Let’s take a closer look at the raw hospitalization data with nothing but the model fit. The model has been scaled and shifted to match the omicron peaks, but is otherwise as generated. And again: there isn’t a lot of freedom in the model parameters. The general shape of the troughs constrains the infection probability for the population density, the period constrains the waning immunity parameters, and everything else--time to infectiousness and recovery and so on--is constrained by the data. I’ll probably go back this week and re-run the model in a more systematic way now that writing it up like this has clarified my understanding, but I’m fairly confident it is as realistic as such a simple-minded system can be. And this is what it looks like:
That doesn’t mean it’s correct, mind. You can already see the suggestion of the next wave starting to rise, a little earlier and a little higher than the model would suggest. And obviously the fit is far from perfect. “Prediction is hard, especially with regard to the future.”
That said, I now think it most likely that Canada is transitioning from repeated omicron waves to a hyperendemic level where there will be around five or six thousand Canadians in hospital from covid all the time, for an average of 15 days apiece, resulting in around 134,000 individuals hospitalized every year (at a cost of about a $350 million, if that matters).
About 18% of people hospitalized for covid die, causing 24,000 direct deaths from acute covid and a high rate of indirect deaths from heart attack, stroke, etc, in the months following infection. Oh, and disablement and immune compromise, too, resulting in high levels of deadly infections from other diseases, like flu, RSV, and strep A. Even without these additional effects, hyperendemic covid will persist as Canada's number three killer, behind only cancer and heart disease (it's about 1/3 the cancer rate, half the heart disease rate.) About 7% of Canada's hospital beds will be filled by covid patients at any time.

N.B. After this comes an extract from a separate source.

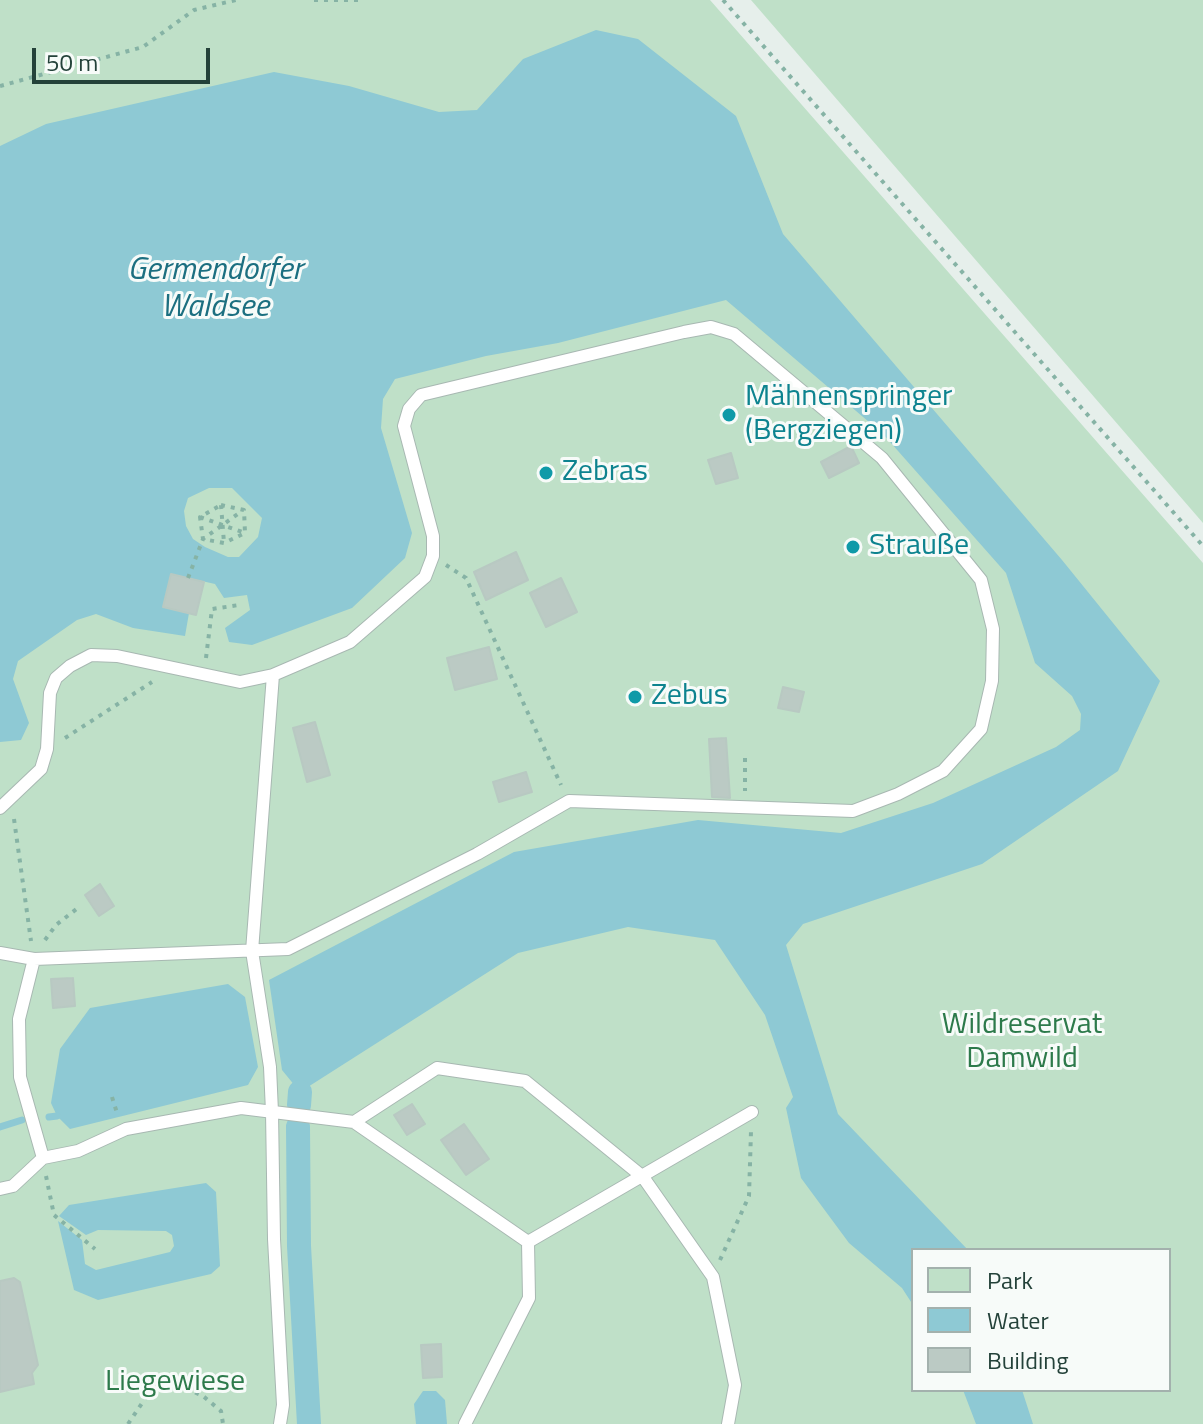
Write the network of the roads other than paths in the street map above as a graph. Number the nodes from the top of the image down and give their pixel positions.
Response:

And that’s if evolution doesn’t throw us another curve ball. It is unlikely that any variant will show up that’s more infectious than omicron, which appears to be comparable to the measles. Measles is the most infectious disease we know of, and it’s likely that the basic physics of aerosol dispersal starts to limit the possibility of becoming moreso. There is also relatively little selective pressure to become more infectious than omicron because diminishing returns set in: once a virus has the capacity to infect practically everyone within reach of aerosol diffusion, there’s not a lot to be gained by doing better. Viruses have limited genetic resources, and those are better put to other uses, like becoming more immune-evasive. If a covid variant could trick our immune system into ignoring it completely it would do very well in the current N95-less environment, even if it killed the host after a few infectious days with 100% certainty.
There is very little selective advantage to becoming less lethal, so we can’t expect that. We can only hope that selection for immune escape doesn’t also happen to make the virus more lethal.

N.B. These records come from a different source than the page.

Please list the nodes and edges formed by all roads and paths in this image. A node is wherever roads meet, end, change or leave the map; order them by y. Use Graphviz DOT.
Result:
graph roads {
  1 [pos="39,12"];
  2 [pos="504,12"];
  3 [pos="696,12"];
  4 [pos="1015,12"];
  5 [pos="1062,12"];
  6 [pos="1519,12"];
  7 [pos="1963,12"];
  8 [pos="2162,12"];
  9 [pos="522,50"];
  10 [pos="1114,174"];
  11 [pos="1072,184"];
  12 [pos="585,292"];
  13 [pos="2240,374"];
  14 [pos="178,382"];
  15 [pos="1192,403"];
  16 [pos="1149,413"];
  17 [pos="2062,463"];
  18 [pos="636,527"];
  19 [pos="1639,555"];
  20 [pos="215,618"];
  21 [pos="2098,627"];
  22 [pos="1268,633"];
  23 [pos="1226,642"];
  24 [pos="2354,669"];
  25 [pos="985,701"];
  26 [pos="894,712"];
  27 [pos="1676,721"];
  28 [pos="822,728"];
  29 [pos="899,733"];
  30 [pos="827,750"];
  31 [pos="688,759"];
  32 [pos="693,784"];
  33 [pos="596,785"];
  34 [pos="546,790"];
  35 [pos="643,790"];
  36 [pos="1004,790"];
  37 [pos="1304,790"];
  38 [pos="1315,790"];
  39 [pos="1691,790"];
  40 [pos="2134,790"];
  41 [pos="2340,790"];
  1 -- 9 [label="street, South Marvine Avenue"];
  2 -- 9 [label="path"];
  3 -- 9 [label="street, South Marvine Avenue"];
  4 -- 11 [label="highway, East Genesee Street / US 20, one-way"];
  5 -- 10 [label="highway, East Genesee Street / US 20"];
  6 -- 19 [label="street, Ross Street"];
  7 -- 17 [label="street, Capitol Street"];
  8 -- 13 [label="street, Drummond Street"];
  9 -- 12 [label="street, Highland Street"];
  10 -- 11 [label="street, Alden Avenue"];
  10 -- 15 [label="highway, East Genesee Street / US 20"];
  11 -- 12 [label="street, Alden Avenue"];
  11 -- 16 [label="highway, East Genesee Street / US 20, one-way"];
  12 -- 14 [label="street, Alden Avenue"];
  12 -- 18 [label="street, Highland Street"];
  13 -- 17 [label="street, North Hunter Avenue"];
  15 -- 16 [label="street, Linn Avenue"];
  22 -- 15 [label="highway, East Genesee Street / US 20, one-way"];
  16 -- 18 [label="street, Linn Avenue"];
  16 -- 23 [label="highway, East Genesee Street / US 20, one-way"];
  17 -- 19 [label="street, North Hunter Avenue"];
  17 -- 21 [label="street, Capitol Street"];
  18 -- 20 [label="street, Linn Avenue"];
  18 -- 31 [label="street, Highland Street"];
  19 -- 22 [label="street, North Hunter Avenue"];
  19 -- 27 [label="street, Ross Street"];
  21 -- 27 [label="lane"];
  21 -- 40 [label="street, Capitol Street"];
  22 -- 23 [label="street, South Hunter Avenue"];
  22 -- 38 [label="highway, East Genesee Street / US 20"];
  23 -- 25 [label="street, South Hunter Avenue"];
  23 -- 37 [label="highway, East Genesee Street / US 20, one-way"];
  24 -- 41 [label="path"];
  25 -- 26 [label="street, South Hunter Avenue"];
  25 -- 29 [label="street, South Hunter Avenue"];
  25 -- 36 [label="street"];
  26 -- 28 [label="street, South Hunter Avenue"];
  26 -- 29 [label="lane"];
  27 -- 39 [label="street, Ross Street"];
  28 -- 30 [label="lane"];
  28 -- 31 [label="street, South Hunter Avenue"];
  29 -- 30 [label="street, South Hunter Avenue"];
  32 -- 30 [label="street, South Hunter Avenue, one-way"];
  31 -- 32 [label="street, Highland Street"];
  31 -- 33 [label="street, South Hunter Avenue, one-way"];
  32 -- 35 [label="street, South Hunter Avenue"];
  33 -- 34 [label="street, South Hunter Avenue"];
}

Hope is not a plan, unfortunately.
For people planning holiday travel and get-togethers: everyone should rapid test beforehand, no one should be invited who does not N95 in all indoor public places--because really, why would you invite someone to a Christmas gathering who doesn’t care about your health?--and CO2 should be monitored, with open windows to keep it below 800 PPM, and HEPA filters running regardless to keep the air clean.
We can beat covid with engineering mitigations. But first we have to admit that it’s still a problem, and be willing to do some really basic stuff like wearing N95s indoors in public everywhere while we implement those fixes.
If we care about each other, we will.
If we don’t, we won’t.
Another excellent article, Tom! Although I fear you’re just a still small voice crying out in the wilderness...to our societal detriment. I’m still masking everywhere. 👍
Thanks for another timely analysis of the current state of Covid-19 and your practical solutions as to how mitigate the risk of a respiratory disease during this Christmas season.